The famous Will Rogers quote goes, “you’ll never get a second change to make a first impression,” so making it count all comes down to how and what you say, whether it’s a first date or a job interview. Thankfully, new research from City University of London offers some updated advice on why you don’t have to be an effortless superstar to win over someone you’ve only just met.
Talk About the Work You Did, Not Just Your Achievements
Science says you should talk about he unglamorous stuff more. Research published in September by professor Janina Steinmetz in the journal Basic and Applied Social Psychology shows that people tend to focus too much on their successes, rather than the effort it took to reach an achievement, when those listening actually want to hear more about effort.
The gap comes down to emphasizing competence versus relatability, as well as natural talent versus work ethic.

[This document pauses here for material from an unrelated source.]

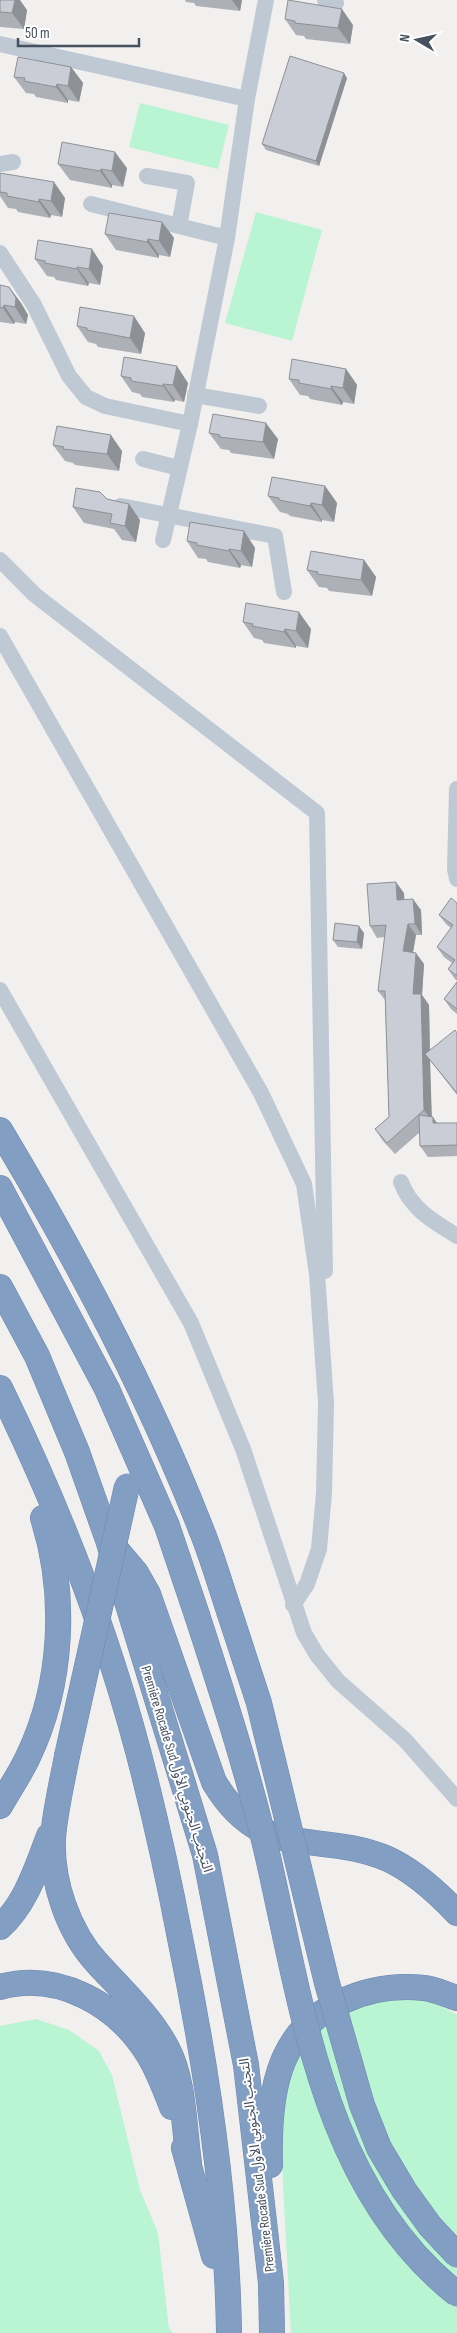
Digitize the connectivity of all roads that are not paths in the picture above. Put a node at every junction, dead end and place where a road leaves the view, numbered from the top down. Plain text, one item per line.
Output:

Are you the hard-working underdog, or the all-star miracle worker?
We’re not wrong that making a good first impression puts people in a bind. In an unfair turn of events, people tend to value the results of talent more than hard work, an effect that has been documented by multiple papers. It’s not that people don’t like people who succeed through hard work — the science confirms this, too — but in making sure people value their work, the heightened value of talent-derived work may lead people to gloss over the work they put in, which leads to the gap Steinmetz identifies in the study.
Emphasizing success over the dinner table with your date may heighten their perception of you as a competent person, but you sacrifice warmth and relatability if you don’t talk about the effort it took to get there. And when asked about who they would prefer, 80 percent of participants in the research would rather have a second date with the hard worker than the natural talent.

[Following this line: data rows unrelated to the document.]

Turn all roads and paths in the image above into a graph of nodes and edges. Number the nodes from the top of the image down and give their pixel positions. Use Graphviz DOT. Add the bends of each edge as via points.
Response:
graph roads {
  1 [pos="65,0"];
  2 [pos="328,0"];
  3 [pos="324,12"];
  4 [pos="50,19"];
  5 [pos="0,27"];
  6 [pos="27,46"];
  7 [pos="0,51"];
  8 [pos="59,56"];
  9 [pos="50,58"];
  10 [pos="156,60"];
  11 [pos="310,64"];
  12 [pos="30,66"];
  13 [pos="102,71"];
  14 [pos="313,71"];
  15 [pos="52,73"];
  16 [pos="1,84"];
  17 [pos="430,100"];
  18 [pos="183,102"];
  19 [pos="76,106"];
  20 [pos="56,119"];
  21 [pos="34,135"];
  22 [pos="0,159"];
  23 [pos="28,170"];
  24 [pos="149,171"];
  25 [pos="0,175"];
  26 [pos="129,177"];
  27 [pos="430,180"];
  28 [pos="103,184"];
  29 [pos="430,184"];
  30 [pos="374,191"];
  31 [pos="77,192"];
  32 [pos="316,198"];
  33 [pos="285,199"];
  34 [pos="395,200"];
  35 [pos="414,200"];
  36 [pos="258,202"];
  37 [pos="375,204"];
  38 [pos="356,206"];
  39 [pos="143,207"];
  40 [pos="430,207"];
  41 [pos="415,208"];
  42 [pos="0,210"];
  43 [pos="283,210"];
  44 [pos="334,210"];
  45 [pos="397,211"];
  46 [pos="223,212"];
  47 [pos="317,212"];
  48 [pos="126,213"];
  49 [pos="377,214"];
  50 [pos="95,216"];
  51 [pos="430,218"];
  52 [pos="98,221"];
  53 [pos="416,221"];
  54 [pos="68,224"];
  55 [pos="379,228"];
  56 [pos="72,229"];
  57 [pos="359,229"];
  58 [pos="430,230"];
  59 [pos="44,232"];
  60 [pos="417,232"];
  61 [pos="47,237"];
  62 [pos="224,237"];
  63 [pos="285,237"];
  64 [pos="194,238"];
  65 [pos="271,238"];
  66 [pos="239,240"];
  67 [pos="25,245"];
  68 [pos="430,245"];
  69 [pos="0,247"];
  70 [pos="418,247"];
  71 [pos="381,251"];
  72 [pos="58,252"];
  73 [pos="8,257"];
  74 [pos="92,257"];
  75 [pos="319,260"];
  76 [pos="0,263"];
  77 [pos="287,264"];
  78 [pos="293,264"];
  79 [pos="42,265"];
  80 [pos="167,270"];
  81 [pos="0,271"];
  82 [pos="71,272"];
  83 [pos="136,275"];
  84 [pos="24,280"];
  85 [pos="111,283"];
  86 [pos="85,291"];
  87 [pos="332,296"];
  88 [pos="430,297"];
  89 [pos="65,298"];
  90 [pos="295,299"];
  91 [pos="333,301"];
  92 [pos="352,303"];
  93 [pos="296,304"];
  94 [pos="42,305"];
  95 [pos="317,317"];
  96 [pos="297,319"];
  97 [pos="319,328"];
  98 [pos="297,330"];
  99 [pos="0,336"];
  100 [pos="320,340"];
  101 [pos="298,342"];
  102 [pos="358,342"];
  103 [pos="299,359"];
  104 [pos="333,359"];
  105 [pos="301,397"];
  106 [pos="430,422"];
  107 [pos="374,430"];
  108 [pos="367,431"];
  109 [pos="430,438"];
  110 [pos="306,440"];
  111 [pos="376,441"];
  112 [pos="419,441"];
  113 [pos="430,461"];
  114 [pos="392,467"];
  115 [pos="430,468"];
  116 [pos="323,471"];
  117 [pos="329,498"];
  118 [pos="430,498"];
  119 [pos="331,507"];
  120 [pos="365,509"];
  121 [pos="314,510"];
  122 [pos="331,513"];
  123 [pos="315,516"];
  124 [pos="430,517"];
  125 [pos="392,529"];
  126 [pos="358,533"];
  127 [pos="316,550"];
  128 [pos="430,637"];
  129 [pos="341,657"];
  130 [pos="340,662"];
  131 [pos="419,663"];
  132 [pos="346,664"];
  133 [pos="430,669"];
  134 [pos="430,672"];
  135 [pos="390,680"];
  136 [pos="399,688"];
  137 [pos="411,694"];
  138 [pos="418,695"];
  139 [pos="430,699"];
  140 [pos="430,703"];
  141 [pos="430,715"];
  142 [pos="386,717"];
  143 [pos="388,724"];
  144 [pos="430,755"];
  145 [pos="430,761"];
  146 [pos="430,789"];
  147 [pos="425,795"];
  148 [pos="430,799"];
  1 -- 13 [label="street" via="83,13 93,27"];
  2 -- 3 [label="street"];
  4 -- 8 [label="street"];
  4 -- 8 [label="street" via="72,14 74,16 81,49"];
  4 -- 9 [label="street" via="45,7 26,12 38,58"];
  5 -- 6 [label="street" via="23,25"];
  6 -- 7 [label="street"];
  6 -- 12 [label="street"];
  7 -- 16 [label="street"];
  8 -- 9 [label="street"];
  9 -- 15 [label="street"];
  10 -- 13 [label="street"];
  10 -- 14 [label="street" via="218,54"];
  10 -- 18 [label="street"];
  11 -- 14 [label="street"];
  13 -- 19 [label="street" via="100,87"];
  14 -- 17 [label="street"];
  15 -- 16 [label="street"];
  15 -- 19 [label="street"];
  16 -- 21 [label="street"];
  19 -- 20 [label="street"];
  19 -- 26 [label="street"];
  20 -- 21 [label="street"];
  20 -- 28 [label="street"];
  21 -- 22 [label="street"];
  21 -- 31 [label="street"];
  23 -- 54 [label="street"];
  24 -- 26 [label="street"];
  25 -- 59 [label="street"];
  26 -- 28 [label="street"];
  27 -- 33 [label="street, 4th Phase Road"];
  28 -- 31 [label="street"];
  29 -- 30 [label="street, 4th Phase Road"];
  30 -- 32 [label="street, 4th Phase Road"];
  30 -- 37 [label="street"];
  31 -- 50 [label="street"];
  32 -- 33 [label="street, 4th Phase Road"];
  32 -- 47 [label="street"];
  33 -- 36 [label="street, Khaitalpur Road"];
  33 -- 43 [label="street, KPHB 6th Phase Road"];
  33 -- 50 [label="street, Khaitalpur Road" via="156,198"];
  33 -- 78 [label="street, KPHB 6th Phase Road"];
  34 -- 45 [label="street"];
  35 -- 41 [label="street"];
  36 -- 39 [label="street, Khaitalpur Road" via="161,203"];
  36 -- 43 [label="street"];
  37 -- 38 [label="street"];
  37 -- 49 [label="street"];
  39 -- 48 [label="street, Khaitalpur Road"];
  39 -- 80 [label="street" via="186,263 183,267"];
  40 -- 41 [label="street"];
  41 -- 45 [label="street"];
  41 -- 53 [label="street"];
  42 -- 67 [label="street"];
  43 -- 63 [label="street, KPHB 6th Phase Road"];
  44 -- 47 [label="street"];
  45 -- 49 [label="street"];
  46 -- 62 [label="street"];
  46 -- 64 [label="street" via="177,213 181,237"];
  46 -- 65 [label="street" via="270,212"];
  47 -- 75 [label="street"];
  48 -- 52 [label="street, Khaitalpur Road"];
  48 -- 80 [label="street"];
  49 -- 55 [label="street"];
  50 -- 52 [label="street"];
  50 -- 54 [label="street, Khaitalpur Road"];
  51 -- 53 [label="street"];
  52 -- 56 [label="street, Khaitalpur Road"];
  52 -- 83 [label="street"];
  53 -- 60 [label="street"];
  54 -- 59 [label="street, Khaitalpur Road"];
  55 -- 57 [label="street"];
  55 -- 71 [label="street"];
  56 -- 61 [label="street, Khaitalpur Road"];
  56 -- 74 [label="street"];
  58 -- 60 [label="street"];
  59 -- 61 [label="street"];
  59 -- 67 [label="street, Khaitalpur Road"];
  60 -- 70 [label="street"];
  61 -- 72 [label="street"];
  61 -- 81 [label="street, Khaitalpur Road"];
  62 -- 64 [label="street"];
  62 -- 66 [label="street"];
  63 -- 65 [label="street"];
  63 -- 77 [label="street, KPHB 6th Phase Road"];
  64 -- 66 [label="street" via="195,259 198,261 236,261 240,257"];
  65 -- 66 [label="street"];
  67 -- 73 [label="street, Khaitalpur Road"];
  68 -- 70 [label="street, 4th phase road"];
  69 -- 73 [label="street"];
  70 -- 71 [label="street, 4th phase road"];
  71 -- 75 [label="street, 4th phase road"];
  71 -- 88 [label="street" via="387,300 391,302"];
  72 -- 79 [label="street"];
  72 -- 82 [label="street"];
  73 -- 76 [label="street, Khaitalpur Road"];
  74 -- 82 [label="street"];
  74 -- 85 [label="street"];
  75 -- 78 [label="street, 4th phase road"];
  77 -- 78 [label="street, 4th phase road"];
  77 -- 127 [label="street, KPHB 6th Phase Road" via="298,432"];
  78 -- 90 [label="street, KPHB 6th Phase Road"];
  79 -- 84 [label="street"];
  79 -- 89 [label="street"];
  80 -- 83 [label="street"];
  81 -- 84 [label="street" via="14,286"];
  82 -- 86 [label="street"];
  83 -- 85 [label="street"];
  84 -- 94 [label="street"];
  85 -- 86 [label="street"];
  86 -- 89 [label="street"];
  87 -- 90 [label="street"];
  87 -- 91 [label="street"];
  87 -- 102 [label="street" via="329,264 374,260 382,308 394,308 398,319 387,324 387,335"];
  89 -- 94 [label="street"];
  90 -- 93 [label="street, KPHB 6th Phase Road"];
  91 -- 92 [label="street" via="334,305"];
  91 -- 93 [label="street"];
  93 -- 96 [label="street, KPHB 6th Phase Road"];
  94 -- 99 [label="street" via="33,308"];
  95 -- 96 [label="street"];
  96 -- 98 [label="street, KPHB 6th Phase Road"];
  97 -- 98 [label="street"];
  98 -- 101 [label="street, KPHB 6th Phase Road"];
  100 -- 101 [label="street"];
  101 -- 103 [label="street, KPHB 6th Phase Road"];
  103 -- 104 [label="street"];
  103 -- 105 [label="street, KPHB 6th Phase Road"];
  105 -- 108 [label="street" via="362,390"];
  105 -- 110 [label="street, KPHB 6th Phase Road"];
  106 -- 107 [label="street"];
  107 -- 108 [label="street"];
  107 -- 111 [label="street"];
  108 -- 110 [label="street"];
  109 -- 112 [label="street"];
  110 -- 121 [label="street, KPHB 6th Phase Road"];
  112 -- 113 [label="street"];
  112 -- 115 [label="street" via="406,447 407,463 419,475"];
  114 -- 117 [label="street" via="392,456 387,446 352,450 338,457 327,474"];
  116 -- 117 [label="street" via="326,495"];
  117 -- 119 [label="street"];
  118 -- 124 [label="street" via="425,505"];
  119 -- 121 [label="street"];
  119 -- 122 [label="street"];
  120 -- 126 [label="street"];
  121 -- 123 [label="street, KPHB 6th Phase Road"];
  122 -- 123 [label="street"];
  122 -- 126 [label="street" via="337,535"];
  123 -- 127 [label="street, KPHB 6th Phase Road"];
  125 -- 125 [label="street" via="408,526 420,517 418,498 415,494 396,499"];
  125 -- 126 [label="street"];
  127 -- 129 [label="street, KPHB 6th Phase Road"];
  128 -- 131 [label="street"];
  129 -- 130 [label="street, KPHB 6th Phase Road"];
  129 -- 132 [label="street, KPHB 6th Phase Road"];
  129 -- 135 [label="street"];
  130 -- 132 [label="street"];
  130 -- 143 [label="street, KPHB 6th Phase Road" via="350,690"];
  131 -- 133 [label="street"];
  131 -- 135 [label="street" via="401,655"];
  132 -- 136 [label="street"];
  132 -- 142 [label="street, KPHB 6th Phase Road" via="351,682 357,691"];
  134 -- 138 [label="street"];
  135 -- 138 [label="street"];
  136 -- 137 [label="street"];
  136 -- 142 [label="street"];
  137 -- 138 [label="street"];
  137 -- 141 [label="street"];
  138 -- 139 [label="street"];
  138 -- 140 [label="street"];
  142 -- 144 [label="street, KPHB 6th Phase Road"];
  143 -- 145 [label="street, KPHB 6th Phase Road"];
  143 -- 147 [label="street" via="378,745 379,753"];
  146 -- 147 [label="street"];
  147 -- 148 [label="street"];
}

The effect seemed to hold true across genders as well, although the spheres where success is defined differs. Steinmetz’s research took place solely in the Netherlands and the United States, but she anticipates that cultural differences may play an influential role.
What Can You Do?
Steinmetz recommends thinking of yourself abstractly if there’s a first impression you’re preparing for. We often give other people better advice than we give ourselves, so getting some distance can help.
Of course, we can’t be prepared for every first impression. In Steinmetz’s research, participants were instructed to make the best impression they could, and had time to think about it, so she suggests that the effect may be even more severe on a day-to-day basis, when we have far less preparation.

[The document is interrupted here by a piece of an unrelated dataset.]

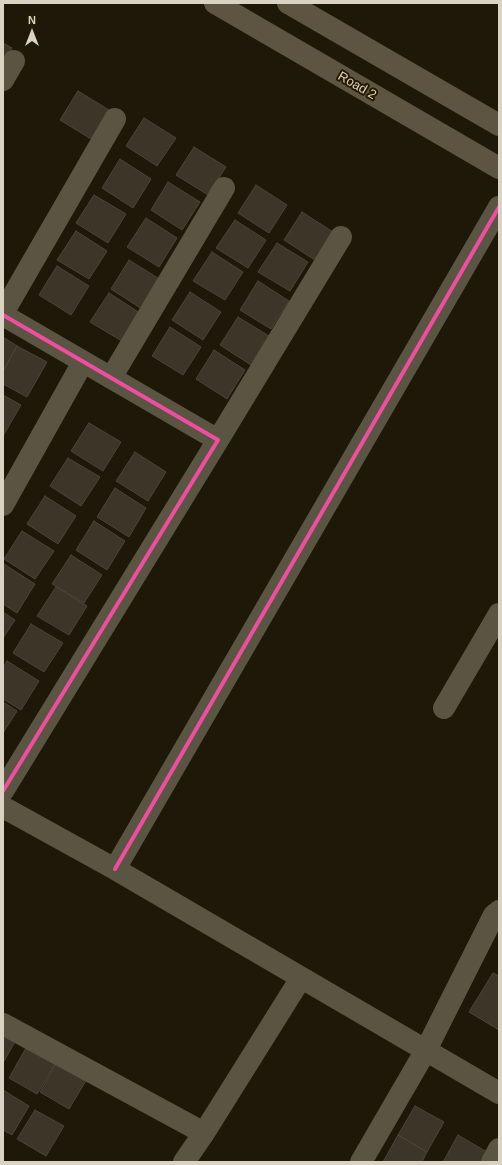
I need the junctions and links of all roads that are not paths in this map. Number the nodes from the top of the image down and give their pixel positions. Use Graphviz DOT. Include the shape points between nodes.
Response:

So when you’re trying to impress your date, you can talk about sweet moments of victory, but your story may fare even better if you pull back the curtain on your journey to get there.
“For example, if you’re on a date and talking about a marathon that you recently ran, perhaps talk about all the training that helped you to cross the finish line. Or, if you’re in a job interview and are talking about a successful project that you led to completion, include a few details about the challenges along the way, and how you overcame them,” Steinmetz advises.
People routinely engage in impression management, for example, by highlighting successes. It is not yet known how people attribute their success (to talent vs. effort) to give a positive impression. Three experiments explore this question and test whether people’s attributions of success receive favor from their audience. The findings show that, in impression management situations (e.g., job interview or date), people communicate their effort less than audiences would prefer. Thus, success alone may not be enough to make a positive impression on others; emphasizing effort as the cause for success also matters.